**Provided entries:**

========

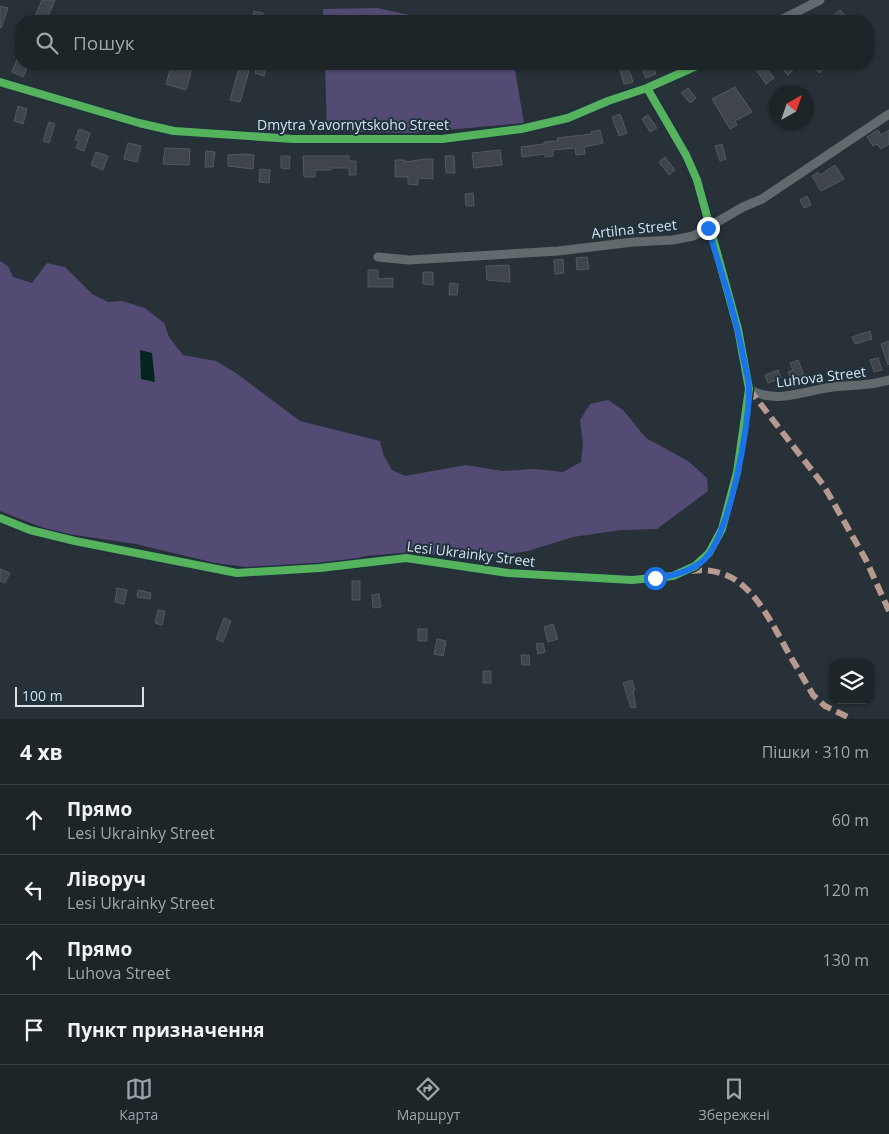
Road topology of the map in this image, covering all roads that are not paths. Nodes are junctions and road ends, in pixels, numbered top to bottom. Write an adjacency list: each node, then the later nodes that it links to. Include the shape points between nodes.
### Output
1 (820, 0): 2 (street)
2 (791, 15)
3 (687, 70): 5 (street, Dmytra Yavornytskoho Street)
4 (0, 82): 5 (street, Dmytra Yavornytskoho Street, via 139,123 174,130 293,139 365,140 442,139 521,129 568,118)
5 (647, 88): 7 (street, via 686,155)
6 (889, 114): 7 (street, Artilna Street, via 762,199 743,206)
7 (708, 228): 8 (street, Artilna Street, via 693,236 673,240 558,251 409,260); 10 (street, via 738,329)
8 (378, 257)
9 (889, 380): 10 (street, Luhova Street, via 786,397 760,396)
10 (749, 389): 11 (street, Lesi Ukrainky Street, via 737,472 722,529 703,560 674,576 632,580 508,573 406,558 237,573 75,541 30,530)
11 (0, 518)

========

**Exercise instructions:** Set down the data again, exactly, without images.

**Solution to this problem:**
Road topology of the map in this image, covering all roads that are not paths. Nodes are junctions and road ends, in pixels, numbered top to bottom. Write an adjacency list: each node, then the later nodes that it links to. Include the shape points between nodes.
### Output
1 (820, 0): 2 (street)
2 (791, 15)
3 (687, 70): 5 (street, Dmytra Yavornytskoho Street)
4 (0, 82): 5 (street, Dmytra Yavornytskoho Street, via 139,123 174,130 293,139 365,140 442,139 521,129 568,118)
5 (647, 88): 7 (street, via 686,155)
6 (889, 114): 7 (street, Artilna Street, via 762,199 743,206)
7 (708, 228): 8 (street, Artilna Street, via 693,236 673,240 558,251 409,260); 10 (street, via 738,329)
8 (378, 257)
9 (889, 380): 10 (street, Luhova Street, via 786,397 760,396)
10 (749, 389): 11 (street, Lesi Ukrainky Street, via 737,472 722,529 703,560 674,576 632,580 508,573 406,558 237,573 75,541 30,530)
11 (0, 518)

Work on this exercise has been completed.